After watching Lincoln on the weekend, I googled Elizabeth Keckley, Mary Todd Lincoln's good friend, a former slave who lived with the Lincolns in the White House. I was so struck by an anecdote about her early life I found on Wikipedia that I downloaded her autobiography, Behind the Scenes, or, Thirty Years a Slave, And Four Years in the White House, to find its source. Just read this:
Mrs. Burwell [ed. the slave owner's wife] gave birth to a daughter, a sweet, black-eyed baby, my earliest and fondest pet. To take care of this baby was my first duty. True, I was but a child myself--only four years old--but then I had been raised in a hardy school--had been taught to rely upon myself, and to prepare myself to render assistance to others. The lesson was not a bitter one, for I was too young to indulge in philosophy, and the precepts that I then treasured and practised I believe developed those principles of character which have enabled me to triumph over so many difficulties. Notwithstanding all the wrongs that slavery heaped upon me, I can bless it for one thing--youth's important lesson of self-reliance.

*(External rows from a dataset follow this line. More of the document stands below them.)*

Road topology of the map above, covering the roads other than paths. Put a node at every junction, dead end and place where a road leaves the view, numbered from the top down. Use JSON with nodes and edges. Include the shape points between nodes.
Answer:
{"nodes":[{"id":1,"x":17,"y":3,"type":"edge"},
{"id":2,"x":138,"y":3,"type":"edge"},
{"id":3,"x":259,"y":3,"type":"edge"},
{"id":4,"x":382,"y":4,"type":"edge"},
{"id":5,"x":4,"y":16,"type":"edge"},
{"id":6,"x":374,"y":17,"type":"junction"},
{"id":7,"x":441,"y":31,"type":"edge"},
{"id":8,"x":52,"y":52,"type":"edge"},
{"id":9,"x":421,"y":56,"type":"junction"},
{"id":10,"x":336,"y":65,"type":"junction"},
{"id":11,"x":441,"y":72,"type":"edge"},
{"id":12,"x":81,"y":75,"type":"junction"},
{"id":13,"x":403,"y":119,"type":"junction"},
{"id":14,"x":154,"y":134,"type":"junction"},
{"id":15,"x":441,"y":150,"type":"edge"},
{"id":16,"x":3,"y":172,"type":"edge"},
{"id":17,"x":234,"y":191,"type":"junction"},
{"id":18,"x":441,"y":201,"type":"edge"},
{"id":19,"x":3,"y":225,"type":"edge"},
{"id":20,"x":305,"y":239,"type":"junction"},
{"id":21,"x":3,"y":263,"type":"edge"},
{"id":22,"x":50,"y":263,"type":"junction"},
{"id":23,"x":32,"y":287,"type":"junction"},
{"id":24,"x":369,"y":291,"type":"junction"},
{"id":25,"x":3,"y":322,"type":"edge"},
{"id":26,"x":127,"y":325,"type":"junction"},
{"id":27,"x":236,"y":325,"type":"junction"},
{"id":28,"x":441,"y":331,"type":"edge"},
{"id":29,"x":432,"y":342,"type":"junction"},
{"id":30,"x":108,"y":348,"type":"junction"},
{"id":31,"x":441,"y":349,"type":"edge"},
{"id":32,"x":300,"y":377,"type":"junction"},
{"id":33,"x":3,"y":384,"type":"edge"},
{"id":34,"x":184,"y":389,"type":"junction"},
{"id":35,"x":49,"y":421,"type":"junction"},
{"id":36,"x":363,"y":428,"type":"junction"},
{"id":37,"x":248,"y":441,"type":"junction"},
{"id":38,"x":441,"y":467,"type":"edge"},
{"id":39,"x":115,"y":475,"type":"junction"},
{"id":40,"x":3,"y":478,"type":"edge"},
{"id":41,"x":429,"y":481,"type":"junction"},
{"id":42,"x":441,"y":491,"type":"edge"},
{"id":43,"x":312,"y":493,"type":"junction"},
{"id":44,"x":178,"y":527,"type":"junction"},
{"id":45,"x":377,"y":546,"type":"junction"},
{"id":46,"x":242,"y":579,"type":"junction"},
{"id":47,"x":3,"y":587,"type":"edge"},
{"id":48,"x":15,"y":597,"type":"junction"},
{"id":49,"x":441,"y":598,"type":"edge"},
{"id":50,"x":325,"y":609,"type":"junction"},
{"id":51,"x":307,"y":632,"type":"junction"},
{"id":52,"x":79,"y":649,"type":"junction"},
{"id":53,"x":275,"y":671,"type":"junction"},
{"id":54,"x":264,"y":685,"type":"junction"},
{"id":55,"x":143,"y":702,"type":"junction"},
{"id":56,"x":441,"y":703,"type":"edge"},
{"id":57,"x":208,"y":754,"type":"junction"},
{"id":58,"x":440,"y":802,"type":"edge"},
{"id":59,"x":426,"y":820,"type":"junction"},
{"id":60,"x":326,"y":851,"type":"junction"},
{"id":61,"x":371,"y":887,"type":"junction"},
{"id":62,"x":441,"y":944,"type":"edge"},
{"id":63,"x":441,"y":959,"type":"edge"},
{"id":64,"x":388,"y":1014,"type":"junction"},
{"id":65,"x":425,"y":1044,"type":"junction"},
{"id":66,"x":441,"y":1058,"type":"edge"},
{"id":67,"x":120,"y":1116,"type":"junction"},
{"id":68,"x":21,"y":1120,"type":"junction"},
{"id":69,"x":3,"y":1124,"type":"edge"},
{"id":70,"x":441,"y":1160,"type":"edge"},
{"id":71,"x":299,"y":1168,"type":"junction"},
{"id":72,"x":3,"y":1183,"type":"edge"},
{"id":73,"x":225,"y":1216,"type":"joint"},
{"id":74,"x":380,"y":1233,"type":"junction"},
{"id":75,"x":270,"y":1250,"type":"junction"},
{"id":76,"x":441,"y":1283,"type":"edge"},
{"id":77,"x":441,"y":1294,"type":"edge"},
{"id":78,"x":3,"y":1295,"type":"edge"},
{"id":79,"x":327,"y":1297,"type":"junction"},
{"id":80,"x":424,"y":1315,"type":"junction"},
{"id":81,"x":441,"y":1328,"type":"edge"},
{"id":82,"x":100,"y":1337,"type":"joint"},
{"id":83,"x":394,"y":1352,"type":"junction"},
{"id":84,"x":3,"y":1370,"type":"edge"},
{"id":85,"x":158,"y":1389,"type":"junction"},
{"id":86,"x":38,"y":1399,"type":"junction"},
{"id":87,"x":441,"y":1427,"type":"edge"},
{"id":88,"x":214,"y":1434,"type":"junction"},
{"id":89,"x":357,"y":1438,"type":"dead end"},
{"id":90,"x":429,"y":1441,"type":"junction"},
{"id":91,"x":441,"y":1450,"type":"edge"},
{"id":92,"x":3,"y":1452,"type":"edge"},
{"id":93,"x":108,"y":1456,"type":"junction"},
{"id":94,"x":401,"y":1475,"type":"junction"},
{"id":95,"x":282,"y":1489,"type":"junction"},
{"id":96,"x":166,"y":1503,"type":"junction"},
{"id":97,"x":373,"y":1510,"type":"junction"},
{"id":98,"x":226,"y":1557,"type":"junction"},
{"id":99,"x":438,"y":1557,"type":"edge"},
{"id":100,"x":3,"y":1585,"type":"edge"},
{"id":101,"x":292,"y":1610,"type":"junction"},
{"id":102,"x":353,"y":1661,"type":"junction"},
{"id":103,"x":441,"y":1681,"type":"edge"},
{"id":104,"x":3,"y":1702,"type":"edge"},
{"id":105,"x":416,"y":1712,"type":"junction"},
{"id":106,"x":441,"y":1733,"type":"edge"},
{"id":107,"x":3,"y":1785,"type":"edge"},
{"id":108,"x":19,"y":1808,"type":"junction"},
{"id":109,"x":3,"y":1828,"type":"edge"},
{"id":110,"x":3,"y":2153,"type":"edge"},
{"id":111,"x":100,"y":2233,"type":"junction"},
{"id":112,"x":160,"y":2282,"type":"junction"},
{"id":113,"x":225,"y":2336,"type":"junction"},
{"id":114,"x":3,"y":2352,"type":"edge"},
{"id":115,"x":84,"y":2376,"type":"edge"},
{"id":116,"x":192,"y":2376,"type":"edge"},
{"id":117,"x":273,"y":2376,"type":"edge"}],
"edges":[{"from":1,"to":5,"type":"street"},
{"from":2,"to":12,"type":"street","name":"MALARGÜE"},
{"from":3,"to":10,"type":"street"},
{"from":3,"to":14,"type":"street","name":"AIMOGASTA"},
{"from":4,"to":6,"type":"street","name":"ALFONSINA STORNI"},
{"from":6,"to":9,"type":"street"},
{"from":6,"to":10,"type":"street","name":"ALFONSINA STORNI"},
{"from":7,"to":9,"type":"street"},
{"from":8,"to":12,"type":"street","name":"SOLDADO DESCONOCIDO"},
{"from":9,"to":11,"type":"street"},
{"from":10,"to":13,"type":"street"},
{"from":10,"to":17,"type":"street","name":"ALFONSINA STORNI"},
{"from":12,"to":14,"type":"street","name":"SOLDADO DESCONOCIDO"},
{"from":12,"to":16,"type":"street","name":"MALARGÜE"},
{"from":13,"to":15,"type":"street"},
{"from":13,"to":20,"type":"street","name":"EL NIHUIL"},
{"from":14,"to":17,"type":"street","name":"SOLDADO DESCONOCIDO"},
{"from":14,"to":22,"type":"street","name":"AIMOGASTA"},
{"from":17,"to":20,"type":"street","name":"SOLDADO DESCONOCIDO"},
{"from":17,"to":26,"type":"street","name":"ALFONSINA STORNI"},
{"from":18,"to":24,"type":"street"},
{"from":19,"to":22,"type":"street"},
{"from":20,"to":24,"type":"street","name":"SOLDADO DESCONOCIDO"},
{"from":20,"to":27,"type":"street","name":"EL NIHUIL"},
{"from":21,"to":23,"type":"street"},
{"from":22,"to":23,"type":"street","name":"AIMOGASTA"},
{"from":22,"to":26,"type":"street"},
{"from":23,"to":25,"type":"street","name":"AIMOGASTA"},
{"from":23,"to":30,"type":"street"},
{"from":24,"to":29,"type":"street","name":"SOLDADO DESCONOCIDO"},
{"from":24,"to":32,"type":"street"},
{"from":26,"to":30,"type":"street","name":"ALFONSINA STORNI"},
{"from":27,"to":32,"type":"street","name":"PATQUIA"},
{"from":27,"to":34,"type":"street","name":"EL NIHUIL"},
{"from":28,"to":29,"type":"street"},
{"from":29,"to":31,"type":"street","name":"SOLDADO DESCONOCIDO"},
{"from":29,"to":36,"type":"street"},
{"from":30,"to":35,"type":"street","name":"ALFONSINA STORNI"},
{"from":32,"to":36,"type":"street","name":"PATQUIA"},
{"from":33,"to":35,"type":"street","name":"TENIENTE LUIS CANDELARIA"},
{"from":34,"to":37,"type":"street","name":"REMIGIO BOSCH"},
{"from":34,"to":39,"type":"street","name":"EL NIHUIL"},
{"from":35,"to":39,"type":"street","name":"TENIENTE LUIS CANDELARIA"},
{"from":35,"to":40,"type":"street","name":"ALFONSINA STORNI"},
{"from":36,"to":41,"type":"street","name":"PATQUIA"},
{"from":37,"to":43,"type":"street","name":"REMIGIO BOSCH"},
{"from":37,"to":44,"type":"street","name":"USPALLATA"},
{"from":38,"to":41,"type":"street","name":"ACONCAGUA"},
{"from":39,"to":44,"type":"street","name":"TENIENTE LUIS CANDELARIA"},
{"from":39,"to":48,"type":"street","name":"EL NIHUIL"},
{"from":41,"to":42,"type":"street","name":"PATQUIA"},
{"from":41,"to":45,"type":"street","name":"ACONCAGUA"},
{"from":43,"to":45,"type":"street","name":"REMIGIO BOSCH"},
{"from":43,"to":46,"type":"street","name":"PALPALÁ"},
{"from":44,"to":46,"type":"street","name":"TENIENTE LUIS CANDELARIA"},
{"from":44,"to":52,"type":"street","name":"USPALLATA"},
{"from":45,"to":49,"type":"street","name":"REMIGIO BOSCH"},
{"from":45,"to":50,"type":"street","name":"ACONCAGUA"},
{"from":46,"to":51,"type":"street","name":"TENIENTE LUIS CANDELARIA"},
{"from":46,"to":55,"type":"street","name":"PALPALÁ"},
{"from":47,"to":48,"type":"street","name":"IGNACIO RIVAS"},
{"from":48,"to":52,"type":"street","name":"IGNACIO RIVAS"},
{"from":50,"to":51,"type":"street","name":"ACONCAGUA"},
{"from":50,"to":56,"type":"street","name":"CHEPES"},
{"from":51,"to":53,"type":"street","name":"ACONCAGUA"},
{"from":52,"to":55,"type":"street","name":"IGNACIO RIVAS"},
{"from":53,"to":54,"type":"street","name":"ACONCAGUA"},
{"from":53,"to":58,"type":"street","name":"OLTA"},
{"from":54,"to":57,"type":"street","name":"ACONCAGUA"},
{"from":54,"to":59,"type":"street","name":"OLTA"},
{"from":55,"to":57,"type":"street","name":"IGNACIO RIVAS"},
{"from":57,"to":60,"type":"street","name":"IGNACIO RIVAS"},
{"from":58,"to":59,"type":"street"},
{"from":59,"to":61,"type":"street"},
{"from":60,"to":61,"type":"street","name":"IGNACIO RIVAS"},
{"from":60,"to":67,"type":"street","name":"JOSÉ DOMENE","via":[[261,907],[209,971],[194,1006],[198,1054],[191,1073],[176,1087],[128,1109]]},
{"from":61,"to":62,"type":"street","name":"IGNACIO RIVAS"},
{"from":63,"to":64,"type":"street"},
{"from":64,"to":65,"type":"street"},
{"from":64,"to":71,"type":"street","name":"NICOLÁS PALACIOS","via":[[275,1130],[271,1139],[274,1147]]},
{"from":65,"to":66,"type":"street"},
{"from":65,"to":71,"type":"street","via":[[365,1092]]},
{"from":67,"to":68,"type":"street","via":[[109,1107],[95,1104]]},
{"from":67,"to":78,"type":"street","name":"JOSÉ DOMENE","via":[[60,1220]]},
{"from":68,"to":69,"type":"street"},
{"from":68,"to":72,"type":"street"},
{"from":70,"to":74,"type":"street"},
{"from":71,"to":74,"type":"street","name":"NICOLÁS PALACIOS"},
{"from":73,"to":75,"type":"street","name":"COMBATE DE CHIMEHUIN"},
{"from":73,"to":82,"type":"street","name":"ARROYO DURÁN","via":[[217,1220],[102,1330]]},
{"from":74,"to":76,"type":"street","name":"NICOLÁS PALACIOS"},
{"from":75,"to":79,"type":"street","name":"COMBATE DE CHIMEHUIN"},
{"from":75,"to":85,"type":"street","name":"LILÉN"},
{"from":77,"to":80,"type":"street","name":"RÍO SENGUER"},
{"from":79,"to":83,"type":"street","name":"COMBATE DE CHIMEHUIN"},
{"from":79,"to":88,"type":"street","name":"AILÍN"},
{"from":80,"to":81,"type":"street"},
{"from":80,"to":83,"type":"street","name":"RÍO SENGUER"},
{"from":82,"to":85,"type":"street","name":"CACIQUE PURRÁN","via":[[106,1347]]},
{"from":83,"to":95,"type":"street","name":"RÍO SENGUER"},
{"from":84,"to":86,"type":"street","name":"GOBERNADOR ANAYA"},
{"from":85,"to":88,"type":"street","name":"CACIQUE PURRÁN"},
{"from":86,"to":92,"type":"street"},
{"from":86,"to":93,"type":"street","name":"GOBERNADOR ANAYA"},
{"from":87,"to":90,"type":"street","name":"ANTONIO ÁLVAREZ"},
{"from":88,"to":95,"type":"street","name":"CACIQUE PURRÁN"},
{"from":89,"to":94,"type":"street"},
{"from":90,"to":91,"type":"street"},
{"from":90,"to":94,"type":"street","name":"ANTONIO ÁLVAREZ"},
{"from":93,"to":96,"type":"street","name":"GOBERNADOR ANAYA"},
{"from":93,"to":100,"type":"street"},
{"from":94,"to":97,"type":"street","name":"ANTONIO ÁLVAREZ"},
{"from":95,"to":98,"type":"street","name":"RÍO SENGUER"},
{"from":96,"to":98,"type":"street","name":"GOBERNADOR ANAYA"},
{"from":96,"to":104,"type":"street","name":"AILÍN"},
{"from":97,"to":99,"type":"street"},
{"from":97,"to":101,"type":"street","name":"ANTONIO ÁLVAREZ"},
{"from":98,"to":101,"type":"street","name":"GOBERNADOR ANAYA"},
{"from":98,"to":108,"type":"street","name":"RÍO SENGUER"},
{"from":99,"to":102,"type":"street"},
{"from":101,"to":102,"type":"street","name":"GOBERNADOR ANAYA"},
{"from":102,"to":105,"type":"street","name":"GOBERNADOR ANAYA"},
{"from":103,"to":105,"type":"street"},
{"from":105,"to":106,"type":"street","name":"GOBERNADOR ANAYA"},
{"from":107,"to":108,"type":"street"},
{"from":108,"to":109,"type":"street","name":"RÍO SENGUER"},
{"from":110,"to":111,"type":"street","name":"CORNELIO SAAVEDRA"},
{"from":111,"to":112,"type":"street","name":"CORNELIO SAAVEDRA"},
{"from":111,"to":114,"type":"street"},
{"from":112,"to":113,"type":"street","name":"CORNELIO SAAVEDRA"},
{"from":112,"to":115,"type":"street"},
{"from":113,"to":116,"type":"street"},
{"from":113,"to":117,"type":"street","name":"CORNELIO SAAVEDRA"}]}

The baby was named Elizabeth, and it was pleasant to me to be assigned a duty in connection with it, for the discharge of that duty transferred me from the rude cabin to the household of my master. My simple attire was a short dress and a little white apron. My old mistress encouraged me in rocking the cradle, by telling me that if I would watch over the baby well, keep the flies out of its face, and not let it cry, I should be its little maid. This was a golden promise, and I required no better inducement for the faithful performance of my task. I began to rock the cradle most industriously, when lo! out pitched little pet on the floor. I instantly cried out, "Oh! the baby is on the floor," and, not knowing what to do, I seized the fire-shovel in my perplexity and was trying to shovel up my tender charge, when my mistress called to me to let the child alone, and then ordered that I be taken out and lashed for my carelessness. The blows were not administered with a light hand, I assure you, and doubtless the severity of the lashing has made me remember the incident so well. This was the first time I was punished in this cruel way, but not the last. The black-eyed baby that I called my pet grew into a self-willed girl, and in after years was the cause of much trouble to me.
Rage! Poor Elizabeth Keckley. (And poor baby Elizabeth, too, but that was her mother's fault, not the four-year-old Elizabeth's.) My own little Sylvie is four years old and I can't imagine being stupid enough to ask her to look after a small baby on her own. She'd be thrilled to try, I know. She has plenty of dolls she loves to "look after," which chiefly means berating them by shouting "SWEETHEART" at them in a roar of a voice for their imagined misbehaviors. I wouldn't be all that surprised to find her beating one of them about the head with a fire-shovel, instead of trying to shovel her back into her cradle.
(Incidentally, that baby was actually her half-sister, as Elizabeth learned many years later that her father was actually Mr. Burwell.)